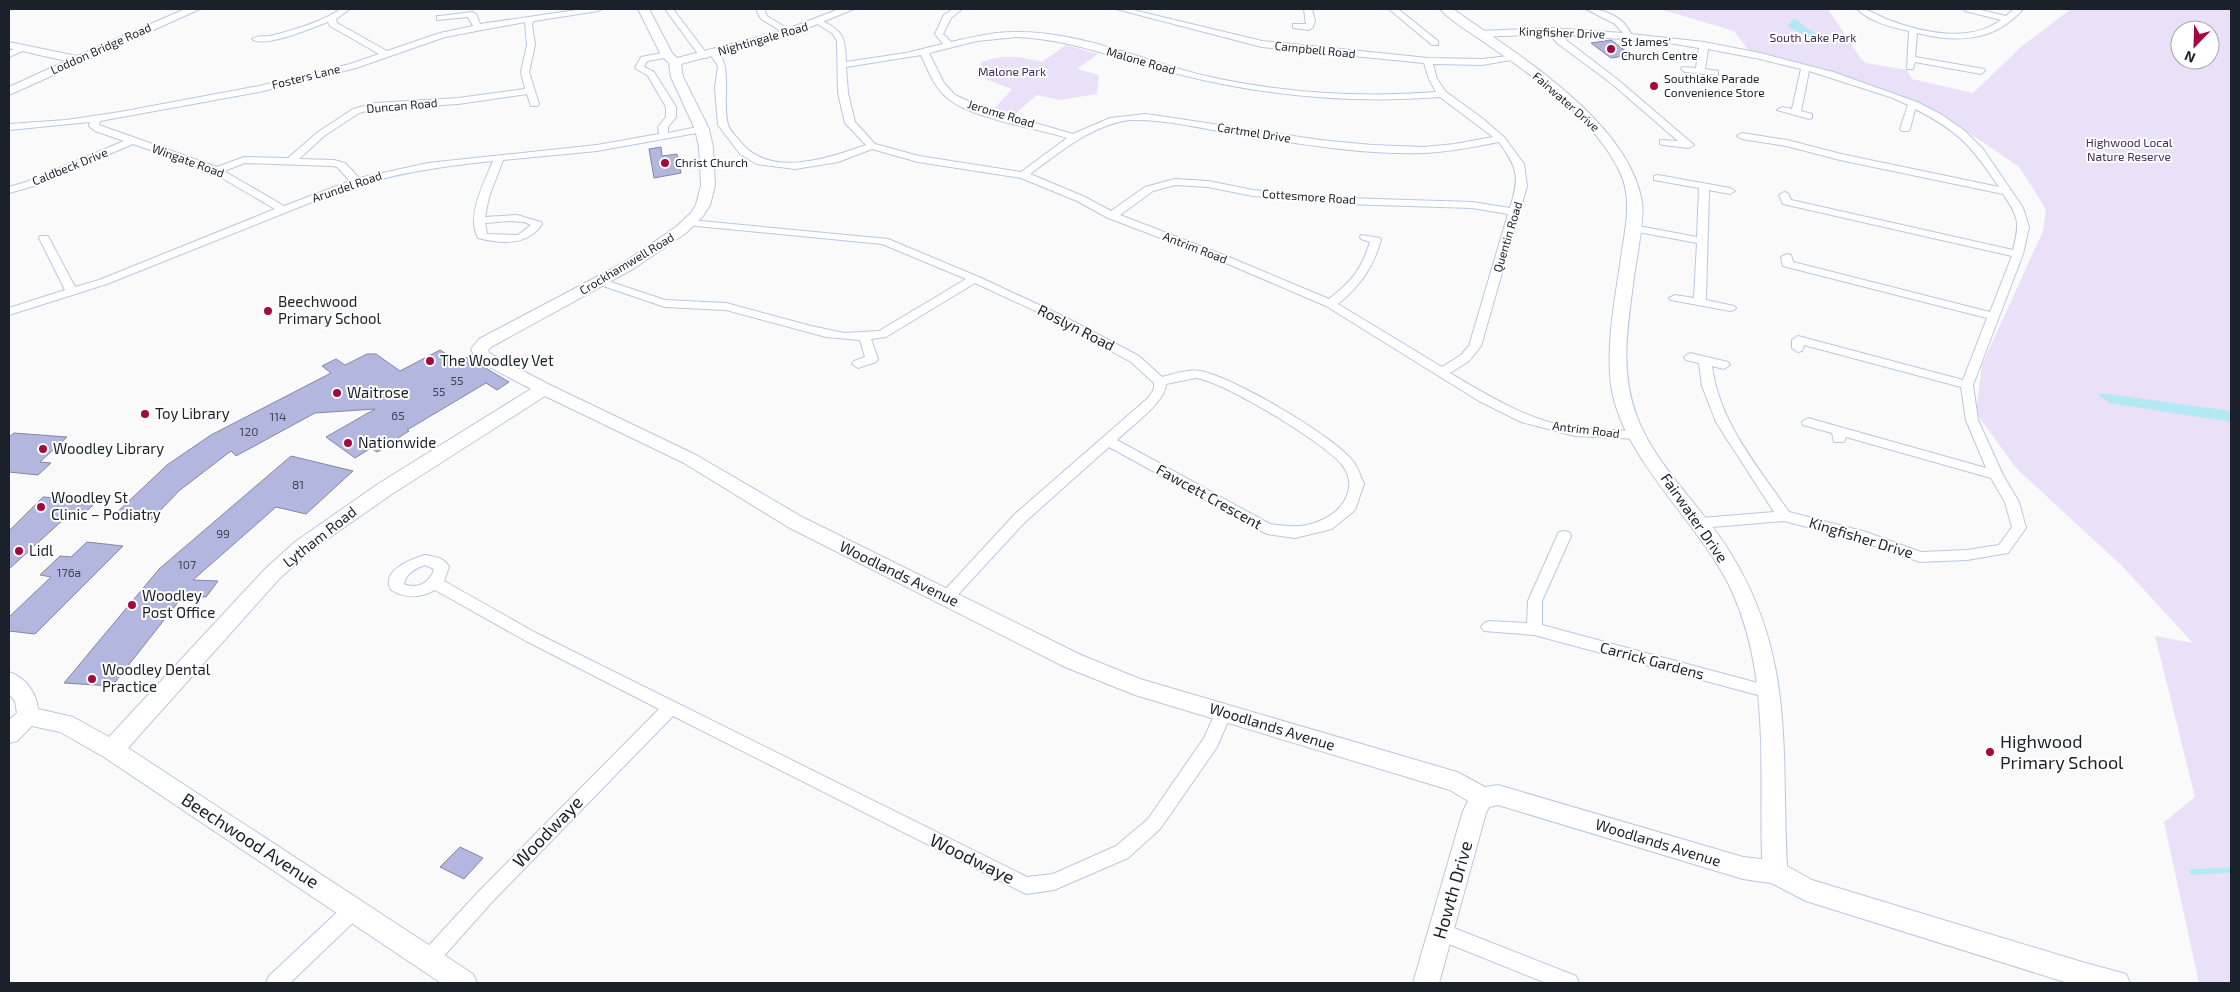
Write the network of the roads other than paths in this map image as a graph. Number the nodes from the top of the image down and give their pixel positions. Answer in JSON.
{"nodes":[{"id":1,"x":192,"y":9,"type":"edge"},
{"id":2,"x":346,"y":9,"type":"edge"},
{"id":3,"x":598,"y":9,"type":"edge"},
{"id":4,"x":644,"y":9,"type":"edge"},
{"id":5,"x":760,"y":9,"type":"edge"},
{"id":6,"x":848,"y":9,"type":"edge"},
{"id":7,"x":958,"y":9,"type":"edge"},
{"id":8,"x":1120,"y":9,"type":"edge"},
{"id":9,"x":1165,"y":9,"type":"edge"},
{"id":10,"x":1308,"y":9,"type":"edge"},
{"id":11,"x":1393,"y":9,"type":"edge"},
{"id":12,"x":1446,"y":9,"type":"edge"},
{"id":13,"x":1590,"y":9,"type":"edge"},
{"id":14,"x":1862,"y":9,"type":"edge"},
{"id":15,"x":1968,"y":9,"type":"edge"},
{"id":16,"x":2019,"y":9,"type":"edge"},
{"id":17,"x":670,"y":10,"type":"edge"},
{"id":18,"x":481,"y":11,"type":"dead end"},
{"id":19,"x":472,"y":14,"type":"junction"},
{"id":20,"x":659,"y":14,"type":"dead end"},
{"id":21,"x":1153,"y":17,"type":"junction"},
{"id":22,"x":332,"y":18,"type":"junction"},
{"id":23,"x":440,"y":18,"type":"dead end"},
{"id":24,"x":531,"y":18,"type":"junction"},
{"id":25,"x":2006,"y":19,"type":"junction"},
{"id":26,"x":818,"y":22,"type":"junction"},
{"id":27,"x":1296,"y":26,"type":"dead end"},
{"id":28,"x":478,"y":27,"type":"junction"},
{"id":29,"x":1551,"y":31,"type":"junction"},
{"id":30,"x":1913,"y":31,"type":"junction"},
{"id":31,"x":789,"y":32,"type":"junction"},
{"id":32,"x":1422,"y":33,"type":"junction"},
{"id":33,"x":1410,"y":34,"type":"dead end"},
{"id":34,"x":1480,"y":34,"type":"junction"},
{"id":35,"x":1628,"y":36,"type":"junction"},
{"id":36,"x":256,"y":39,"type":"dead end"},
{"id":37,"x":1435,"y":43,"type":"dead end"},
{"id":38,"x":9,"y":45,"type":"edge"},
{"id":39,"x":950,"y":45,"type":"junction"},
{"id":40,"x":1704,"y":45,"type":"junction"},
{"id":41,"x":25,"y":48,"type":"junction"},
{"id":42,"x":924,"y":52,"type":"junction"},
{"id":43,"x":9,"y":54,"type":"edge"},
{"id":44,"x":708,"y":54,"type":"junction"},
{"id":45,"x":387,"y":55,"type":"junction"},
{"id":46,"x":1514,"y":57,"type":"junction"},
{"id":47,"x":671,"y":59,"type":"junction"},
{"id":48,"x":77,"y":60,"type":"junction"},
{"id":49,"x":1428,"y":61,"type":"junction"},
{"id":50,"x":844,"y":65,"type":"junction"},
{"id":51,"x":1806,"y":67,"type":"junction"},
{"id":52,"x":1685,"y":69,"type":"dead end"},
{"id":53,"x":1700,"y":71,"type":"junction"},
{"id":54,"x":1981,"y":71,"type":"dead end"},
{"id":55,"x":1715,"y":73,"type":"dead end"},
{"id":56,"x":9,"y":91,"type":"edge"},
{"id":57,"x":529,"y":91,"type":"junction"},
{"id":58,"x":1442,"y":94,"type":"junction"},
{"id":59,"x":533,"y":104,"type":"dead end"},
{"id":60,"x":1914,"y":104,"type":"junction"},
{"id":61,"x":1782,"y":110,"type":"dead end"},
{"id":62,"x":1796,"y":113,"type":"junction"},
{"id":63,"x":1809,"y":116,"type":"dead end"},
{"id":64,"x":96,"y":118,"type":"junction"},
{"id":65,"x":1919,"y":126,"type":"dead end"},
{"id":66,"x":9,"y":127,"type":"edge"},
{"id":67,"x":702,"y":129,"type":"junction"},
{"id":68,"x":664,"y":136,"type":"junction"},
{"id":69,"x":1742,"y":136,"type":"dead end"},
{"id":70,"x":1073,"y":137,"type":"junction"},
{"id":71,"x":1501,"y":139,"type":"junction"},
{"id":72,"x":131,"y":142,"type":"junction"},
{"id":73,"x":1663,"y":142,"type":"dead end"},
{"id":74,"x":872,"y":146,"type":"junction"},
{"id":75,"x":499,"y":158,"type":"junction"},
{"id":76,"x":291,"y":161,"type":"junction"},
{"id":77,"x":217,"y":170,"type":"junction"},
{"id":78,"x":1023,"y":175,"type":"junction"},
{"id":79,"x":1658,"y":178,"type":"dead end"},
{"id":80,"x":356,"y":181,"type":"junction"},
{"id":81,"x":1704,"y":186,"type":"junction"},
{"id":82,"x":9,"y":190,"type":"edge"},
{"id":83,"x":1730,"y":190,"type":"dead end"},
{"id":84,"x":2007,"y":192,"type":"junction"},
{"id":85,"x":1786,"y":202,"type":"dead end"},
{"id":86,"x":284,"y":210,"type":"junction"},
{"id":87,"x":1515,"y":212,"type":"junction"},
{"id":88,"x":1112,"y":216,"type":"junction"},
{"id":89,"x":479,"y":220,"type":"junction"},
{"id":90,"x":690,"y":223,"type":"junction"},
{"id":91,"x":1632,"y":228,"type":"junction"},
{"id":92,"x":1374,"y":237,"type":"dead end"},
{"id":93,"x":44,"y":238,"type":"dead end"},
{"id":94,"x":1701,"y":241,"type":"junction"},
{"id":95,"x":2018,"y":254,"type":"junction"},
{"id":96,"x":1787,"y":264,"type":"dead end"},
{"id":97,"x":975,"y":279,"type":"junction"},
{"id":98,"x":601,"y":282,"type":"junction"},
{"id":99,"x":72,"y":293,"type":"junction"},
{"id":100,"x":1675,"y":298,"type":"dead end"},
{"id":101,"x":1700,"y":301,"type":"junction"},
{"id":102,"x":1330,"y":304,"type":"junction"},
{"id":103,"x":1730,"y":308,"type":"dead end"},
{"id":104,"x":9,"y":312,"type":"edge"},
{"id":105,"x":1992,"y":316,"type":"junction"},
{"id":106,"x":865,"y":338,"type":"junction"},
{"id":107,"x":1798,"y":341,"type":"dead end"},
{"id":108,"x":480,"y":346,"type":"joint"},
{"id":109,"x":1690,"y":357,"type":"dead end"},
{"id":110,"x":1706,"y":361,"type":"junction"},
{"id":111,"x":858,"y":364,"type":"dead end"},
{"id":112,"x":1724,"y":365,"type":"dead end"},
{"id":113,"x":1442,"y":372,"type":"junction"},
{"id":114,"x":1160,"y":382,"type":"junction"},
{"id":115,"x":1967,"y":385,"type":"junction"},
{"id":116,"x":544,"y":389,"type":"junction"},
{"id":117,"x":1808,"y":422,"type":"dead end"},
{"id":118,"x":1637,"y":435,"type":"junction"},
{"id":119,"x":1107,"y":440,"type":"junction"},
{"id":120,"x":1996,"y":475,"type":"junction"},
{"id":121,"x":1784,"y":516,"type":"junction"},
{"id":122,"x":1701,"y":523,"type":"junction"},
{"id":123,"x":1564,"y":536,"type":"dead end"},
{"id":124,"x":435,"y":583,"type":"dead end"},
{"id":125,"x":947,"y":597,"type":"junction"},
{"id":126,"x":1489,"y":627,"type":"dead end"},
{"id":127,"x":1534,"y":629,"type":"junction"},
{"id":128,"x":9,"y":680,"type":"edge"},
{"id":129,"x":1769,"y":692,"type":"junction"},
{"id":130,"x":671,"y":707,"type":"junction"},
{"id":131,"x":1224,"y":712,"type":"junction"},
{"id":132,"x":28,"y":716,"type":"junction"},
{"id":133,"x":9,"y":734,"type":"edge"},
{"id":134,"x":112,"y":750,"type":"junction"},
{"id":135,"x":1482,"y":798,"type":"junction"},
{"id":136,"x":1775,"y":872,"type":"junction"},
{"id":137,"x":354,"y":909,"type":"junction"},
{"id":138,"x":1441,"y":932,"type":"junction"},
{"id":139,"x":428,"y":960,"type":"junction"},
{"id":140,"x":276,"y":983,"type":"edge"},
{"id":141,"x":464,"y":983,"type":"edge"},
{"id":142,"x":1426,"y":983,"type":"edge"},
{"id":143,"x":1569,"y":983,"type":"edge"},
{"id":144,"x":2117,"y":983,"type":"edge"}],
"edges":[{"from":1,"to":48,"type":"street","name":"Loddon Bridge Road"},
{"from":2,"to":22,"type":"street"},
{"from":3,"to":24,"type":"street","name":"Fosters Lane"},
{"from":4,"to":47,"type":"street","name":"Crockhamwell Road"},
{"from":5,"to":31,"type":"street"},
{"from":6,"to":26,"type":"street","name":"Nightingale Road"},
{"from":7,"to":39,"type":"street"},
{"from":8,"to":21,"type":"street","name":"Campbell Road"},
{"from":9,"to":21,"type":"street"},
{"from":10,"to":27,"type":"street"},
{"from":11,"to":32,"type":"street"},
{"from":12,"to":34,"type":"street","name":"Fairwater Drive"},
{"from":13,"to":35,"type":"street"},
{"from":14,"to":30,"type":"street"},
{"from":15,"to":25,"type":"street"},
{"from":16,"to":25,"type":"street"},
{"from":17,"to":20,"type":"street"},
{"from":17,"to":44,"type":"street"},
{"from":18,"to":19,"type":"street"},
{"from":19,"to":23,"type":"street"},
{"from":19,"to":28,"type":"street"},
{"from":21,"to":49,"type":"street","name":"Campbell Road"},
{"from":22,"to":36,"type":"street"},
{"from":22,"to":45,"type":"street"},
{"from":24,"to":28,"type":"street","name":"Fosters Lane"},
{"from":24,"to":57,"type":"street"},
{"from":25,"to":30,"type":"street"},
{"from":26,"to":31,"type":"street","name":"Nightingale Road"},
{"from":26,"to":50,"type":"street"},
{"from":28,"to":45,"type":"street","name":"Fosters Lane"},
{"from":29,"to":34,"type":"street","name":"Kingfisher Drive"},
{"from":29,"to":35,"type":"street","name":"Kingfisher Drive"},
{"from":29,"to":73,"type":"street"},
{"from":30,"to":54,"type":"street"},
{"from":31,"to":44,"type":"street","name":"Nightingale Road"},
{"from":32,"to":33,"type":"street"},
{"from":32,"to":37,"type":"street"},
{"from":34,"to":46,"type":"street","name":"Fairwater Drive"},
{"from":35,"to":40,"type":"street","name":"Kingfisher Drive"},
{"from":38,"to":41,"type":"street"},
{"from":39,"to":42,"type":"street","name":"Malone Road"},
{"from":39,"to":58,"type":"street","name":"Malone Road"},
{"from":40,"to":51,"type":"street","name":"Kingfisher Drive"},
{"from":40,"to":53,"type":"street"},
{"from":41,"to":43,"type":"street"},
{"from":41,"to":48,"type":"street"},
{"from":42,"to":50,"type":"street","name":"Malone Road"},
{"from":42,"to":70,"type":"street","name":"Jerome Road"},
{"from":44,"to":47,"type":"street","name":"Nightingale Road"},
{"from":44,"to":74,"type":"street"},
{"from":45,"to":64,"type":"street","name":"Fosters Lane"},
{"from":46,"to":49,"type":"street","name":"Campbell Road"},
{"from":46,"to":91,"type":"street","name":"Fairwater Drive"},
{"from":47,"to":67,"type":"street","name":"Crockhamwell Road"},
{"from":47,"to":68,"type":"street"},
{"from":48,"to":56,"type":"street","name":"Loddon Bridge Road"},
{"from":49,"to":58,"type":"street","name":"Quentin Road"},
{"from":50,"to":74,"type":"street"},
{"from":51,"to":60,"type":"street","name":"Kingfisher Drive"},
{"from":51,"to":62,"type":"street"},
{"from":52,"to":53,"type":"street"},
{"from":53,"to":55,"type":"street"},
{"from":57,"to":59,"type":"street"},
{"from":57,"to":76,"type":"street","name":"Duncan Road"},
{"from":58,"to":71,"type":"street","name":"Quentin Road"},
{"from":60,"to":65,"type":"street"},
{"from":60,"to":84,"type":"street","name":"Kingfisher Drive"},
{"from":61,"to":62,"type":"street"},
{"from":62,"to":63,"type":"street"},
{"from":64,"to":66,"type":"street","name":"Fosters Lane"},
{"from":64,"to":72,"type":"street","name":"Wingate Road"},
{"from":67,"to":68,"type":"street","name":"Arundel Road"},
{"from":67,"to":90,"type":"street","name":"Crockhamwell Road"},
{"from":68,"to":75,"type":"street","name":"Arundel Road"},
{"from":69,"to":84,"type":"street"},
{"from":70,"to":71,"type":"street","name":"Cartmel Drive"},
{"from":70,"to":78,"type":"street","name":"Cartmel Drive"},
{"from":71,"to":87,"type":"street","name":"Quentin Road"},
{"from":72,"to":77,"type":"street","name":"Wingate Road"},
{"from":72,"to":82,"type":"street","name":"Caldbeck Drive"},
{"from":74,"to":78,"type":"street","name":"Antrim Road"},
{"from":75,"to":80,"type":"street","name":"Arundel Road"},
{"from":75,"to":89,"type":"street"},
{"from":76,"to":77,"type":"street"},
{"from":76,"to":80,"type":"street"},
{"from":77,"to":86,"type":"street","name":"Wingate Road"},
{"from":78,"to":88,"type":"street","name":"Antrim Road"},
{"from":79,"to":81,"type":"street"},
{"from":80,"to":86,"type":"street","name":"Arundel Road"},
{"from":81,"to":83,"type":"street"},
{"from":81,"to":94,"type":"street"},
{"from":84,"to":95,"type":"street","name":"Kingfisher Drive"},
{"from":85,"to":95,"type":"street"},
{"from":86,"to":99,"type":"street","name":"Arundel Road"},
{"from":87,"to":88,"type":"street","name":"Cottesmore Road"},
{"from":87,"to":113,"type":"street","name":"Quentin Road"},
{"from":88,"to":102,"type":"street","name":"Antrim Road"},
{"from":89,"to":89,"type":"street"},
{"from":90,"to":97,"type":"street","name":"Roslyn Road"},
{"from":90,"to":98,"type":"street","name":"Crockhamwell Road"},
{"from":91,"to":94,"type":"street"},
{"from":91,"to":118,"type":"street","name":"Fairwater Drive"},
{"from":92,"to":102,"type":"street"},
{"from":93,"to":99,"type":"street"},
{"from":94,"to":101,"type":"street"},
{"from":95,"to":105,"type":"street","name":"Kingfisher Drive"},
{"from":96,"to":105,"type":"street"},
{"from":97,"to":106,"type":"street"},
{"from":97,"to":114,"type":"street","name":"Roslyn Road"},
{"from":98,"to":106,"type":"street"},
{"from":98,"to":108,"type":"street","name":"Crockhamwell Road"},
{"from":99,"to":104,"type":"street","name":"Arundel Road"},
{"from":100,"to":101,"type":"street"},
{"from":101,"to":103,"type":"street"},
{"from":102,"to":113,"type":"street","name":"Antrim Road"},
{"from":105,"to":115,"type":"street","name":"Kingfisher Drive"},
{"from":106,"to":111,"type":"street"},
{"from":107,"to":115,"type":"street"},
{"from":108,"to":116,"type":"street","name":"Woodlands Avenue"},
{"from":109,"to":110,"type":"street"},
{"from":110,"to":112,"type":"street"},
{"from":110,"to":121,"type":"street"},
{"from":113,"to":118,"type":"street","name":"Antrim Road"},
{"from":114,"to":119,"type":"street"},
{"from":114,"to":119,"type":"street","name":"Fawcett Crescent"},
{"from":115,"to":120,"type":"street","name":"Kingfisher Drive"},
{"from":116,"to":125,"type":"street","name":"Woodlands Avenue"},
{"from":116,"to":134,"type":"street","name":"Lytham Road"},
{"from":117,"to":120,"type":"street"},
{"from":118,"to":122,"type":"street","name":"Fairwater Drive"},
{"from":119,"to":125,"type":"street"},
{"from":120,"to":121,"type":"street","name":"Kingfisher Drive"},
{"from":121,"to":122,"type":"street","name":"Kingfisher Drive"},
{"from":122,"to":129,"type":"street","name":"Fairwater Drive"},
{"from":123,"to":127,"type":"street"},
{"from":124,"to":130,"type":"street","name":"Woodwaye"},
{"from":125,"to":131,"type":"street","name":"Woodlands Avenue"},
{"from":126,"to":127,"type":"street","name":"Carrick Gardens"},
{"from":127,"to":129,"type":"street","name":"Carrick Gardens"},
{"from":128,"to":132,"type":"street"},
{"from":129,"to":136,"type":"street","name":"Fairwater Drive"},
{"from":130,"to":131,"type":"street","name":"Woodwaye"},
{"from":130,"to":139,"type":"street","name":"Woodwaye"},
{"from":131,"to":135,"type":"street","name":"Woodlands Avenue"},
{"from":132,"to":133,"type":"street"},
{"from":132,"to":134,"type":"street","name":"Beechwood Avenue"},
{"from":134,"to":137,"type":"street","name":"Beechwood Avenue"},
{"from":135,"to":136,"type":"street","name":"Woodlands Avenue"},
{"from":135,"to":138,"type":"street","name":"Howth Drive"},
{"from":136,"to":144,"type":"street","name":"Woodlands Avenue"},
{"from":137,"to":139,"type":"street","name":"Beechwood Avenue"},
{"from":137,"to":140,"type":"street"},
{"from":138,"to":142,"type":"street","name":"Howth Drive"},
{"from":138,"to":143,"type":"street"},
{"from":139,"to":141,"type":"street","name":"Beechwood Avenue"}]}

- Requirement
Return each line of the material in which the string "Gardens" can be found.

- Result below
{"from":126,"to":127,"type":"street","name":"Carrick Gardens"},
{"from":127,"to":129,"type":"street","name":"Carrick Gardens"},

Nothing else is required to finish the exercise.